Available data:
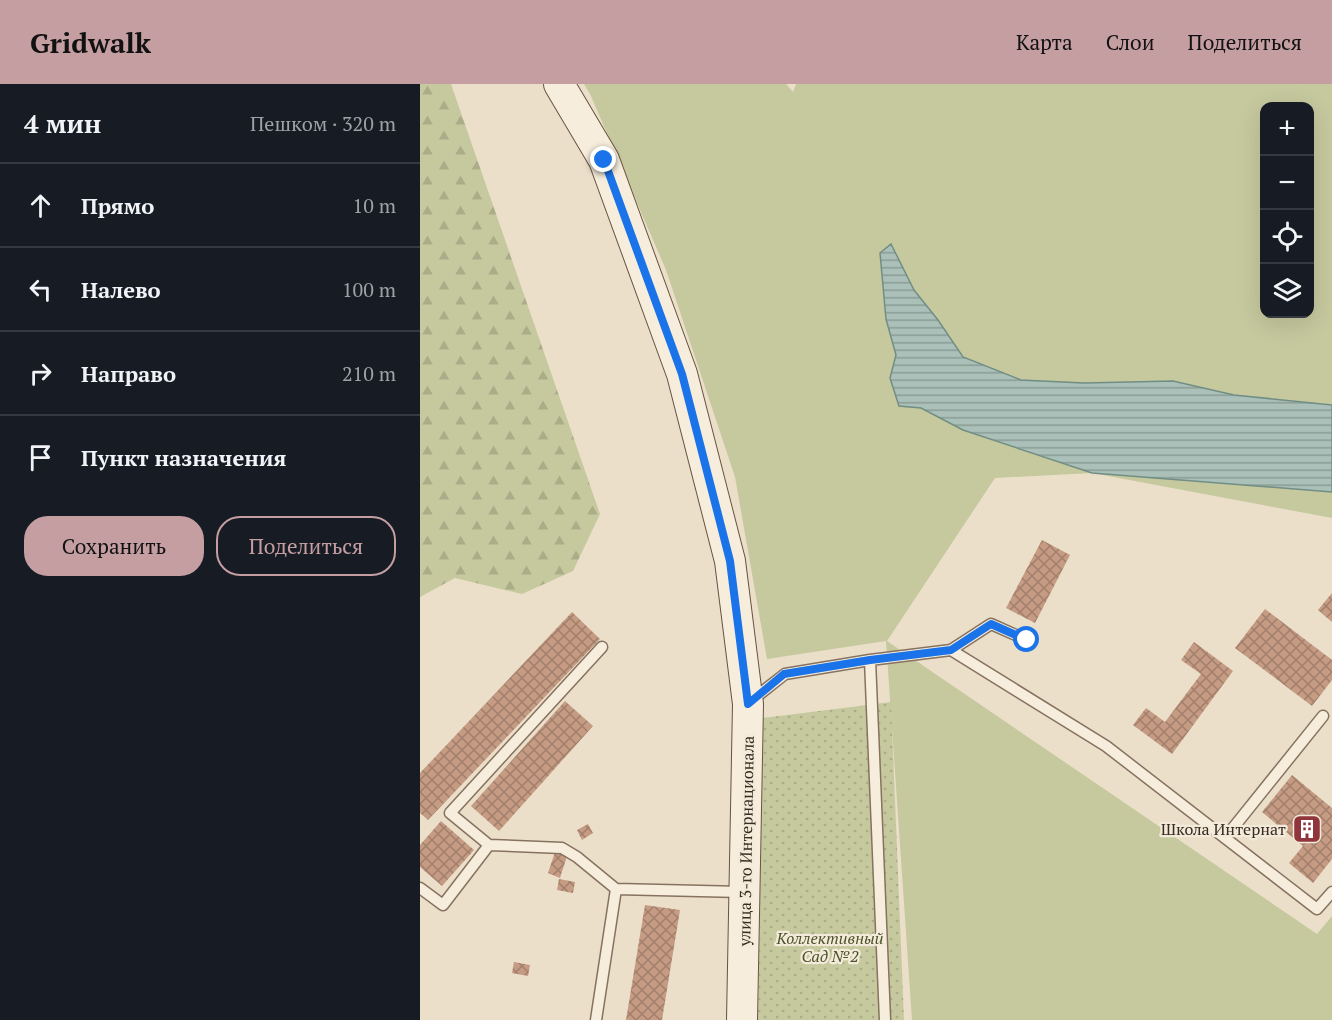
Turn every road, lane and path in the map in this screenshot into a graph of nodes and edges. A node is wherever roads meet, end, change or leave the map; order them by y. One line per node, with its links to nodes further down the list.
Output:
1 (559, 84): 6 (main road, улица 3-го Интернационала)
2 (1027, 640): 4 (lane)
3 (602, 647): 9 (lane)
4 (951, 650): 5 (lane); 8 (lane)
5 (870, 660): 6 (lane); 16 (lane)
6 (748, 704): 12 (main road, улица 3-го Интернационала)
7 (1323, 716): 8 (lane)
8 (1225, 838): 13 (lane)
9 (489, 845): 10 (lane); 11 (lane)
10 (420, 888)
11 (616, 889): 12 (lane); 14 (lane)
12 (745, 892): 15 (main road, улица 3-го Интернационала)
13 (1332, 892)
14 (596, 1020)
15 (742, 1020)
16 (885, 1020)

Problem statement: This exercise calls for a verbatim output of the entries, pictures omitted.

Completed task:
Turn every road, lane and path in the map in this screenshot into a graph of nodes and edges. A node is wherever roads meet, end, change or leave the map; order them by y. One line per node, with its links to nodes further down the list.
Output:
1 (559, 84): 6 (main road, улица 3-го Интернационала)
2 (1027, 640): 4 (lane)
3 (602, 647): 9 (lane)
4 (951, 650): 5 (lane); 8 (lane)
5 (870, 660): 6 (lane); 16 (lane)
6 (748, 704): 12 (main road, улица 3-го Интернационала)
7 (1323, 716): 8 (lane)
8 (1225, 838): 13 (lane)
9 (489, 845): 10 (lane); 11 (lane)
10 (420, 888)
11 (616, 889): 12 (lane); 14 (lane)
12 (745, 892): 15 (main road, улица 3-го Интернационала)
13 (1332, 892)
14 (596, 1020)
15 (742, 1020)
16 (885, 1020)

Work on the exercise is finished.